Answer: TCP sequence numbers are chosen randomly at connection time for security reasons. If they always started at 0, an attacker who knows the IP:port pair of a connection could predict the sequence numbers and inject forged segments into the connection. Random ISNs make this attack much harder. Modern Linux uses a cryptographically randomized ISN generation algorithm.
Answer: Piggybacking refers to combining multiple pieces of information into a single segment. In the three-way handshake, the server’s response (step 2) is a SYN-ACK — it both acknowledges the client’s SYN (ACK) and sends the server’s own SYN in the same segment. This saves one network round trip, reducing connection setup latency.
Answer: TCP sequence numbers track bytes of data. Normally only data bytes consume sequence numbers. But the SYN flag is an exception — it consumes one sequence number even though no data is being sent. This is necessary so that the SYN can be acknowledged unambiguously. If SYN M is sent, the acknowledgement is M+1, making it clear that the SYN itself (occupying the virtual byte M) was received. The FIN flag also consumes one sequence number for the same reason.

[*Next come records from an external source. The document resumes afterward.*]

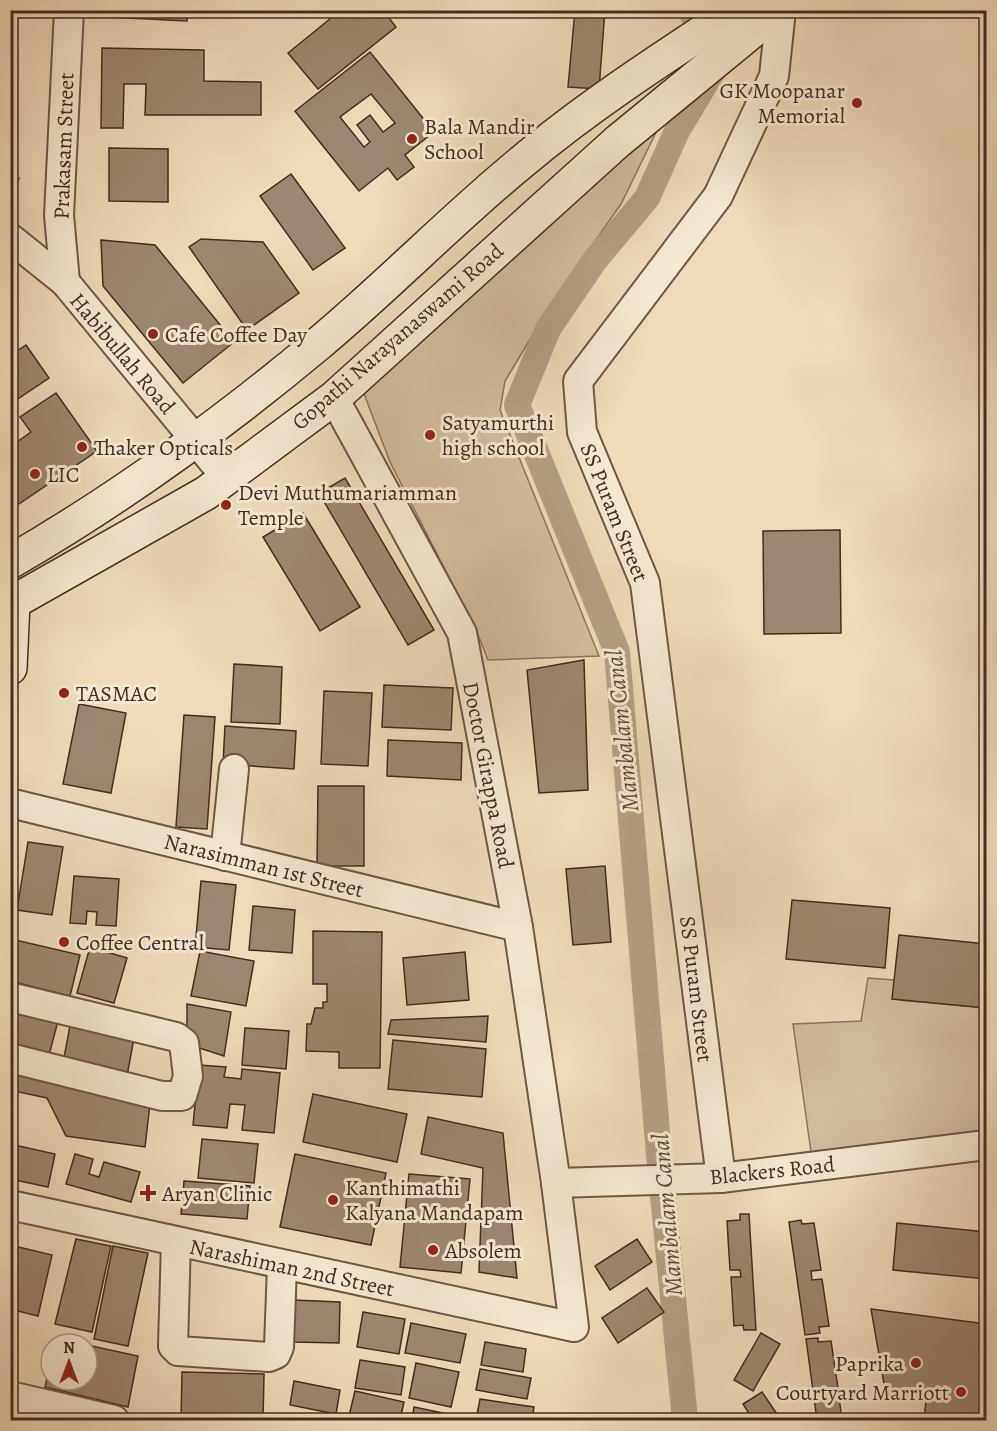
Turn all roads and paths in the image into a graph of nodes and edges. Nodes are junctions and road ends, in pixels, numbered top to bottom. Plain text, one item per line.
1 (69, 10) edge
2 (779, 10) edge
3 (735, 22) edge
4 (10, 238) edge
5 (65, 282) junction
6 (369, 299) junction
7 (401, 335) junction
8 (334, 398) junction
9 (196, 440) junction
10 (226, 477) junction
11 (10, 562) edge
12 (12, 601) edge
13 (10, 668) edge
14 (234, 769) dead end
15 (10, 803) edge
16 (225, 856) junction
17 (518, 927) junction
18 (10, 997) edge
19 (10, 1058) edge
20 (987, 1145) edge
21 (721, 1178) junction
22 (556, 1183) junction
23 (10, 1205) edge
24 (176, 1242) junction
25 (282, 1266) junction
26 (574, 1327) joint
27 (10, 1396) edge
28 (114, 1420) edge

1 - 5 street, Prakasam Street
2 - 3 main road
2 - 21 street, SS Puram Street
3 - 6 main road, Gopathi Narayanaswami Road
3 - 7 main road, Gopathi Narayanaswami Road
4 - 5 street, Habibullah Road
5 - 9 street, Habibullah Road
6 - 7 main road
6 - 9 main road, Gopathi Narayanaswami Road
7 - 8 main road, Gopathi Narayanaswami Road
8 - 10 main road, Gopathi Narayanaswami Road
8 - 17 street, Doctor Girappa Road
9 - 10 street, Habibullah Road
9 - 11 main road, Gopathi Narayanaswami Road
10 - 12 main road, Gopathi Narayanaswami Road
12 - 13 main road
14 - 16 street
15 - 16 street, Narasimman 1st Street
16 - 17 street, Narasimman 1st Street
17 - 22 street, Doctor Girappa Road
18 - 19 street
20 - 21 street, Blackers Road
21 - 22 street, Blackers Road
22 - 26 street, Doctor Girappa Road
23 - 24 street, Narashiman 2nd Street
24 - 25 street, Narashiman 2nd Street
24 - 25 street
25 - 26 street, Narashiman 2nd Street
27 - 28 street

Answer: A SYN flood attack is a denial-of-service attack where an attacker sends many SYN segments with spoofed source IP addresses but never sends the final ACK. The server creates SYN_RECV entries in its SYN queue for each one. Eventually the queue fills up and legitimate connections are rejected. Linux defends against this using SYN cookies (enabled via net.ipv4.tcp_syncookies=1). Instead of allocating queue space, the server encodes the connection parameters into the sequence number of the SYN-ACK. When a legitimate final ACK arrives, the server can reconstruct the connection state from the ACK number, without having kept any state during the handshake.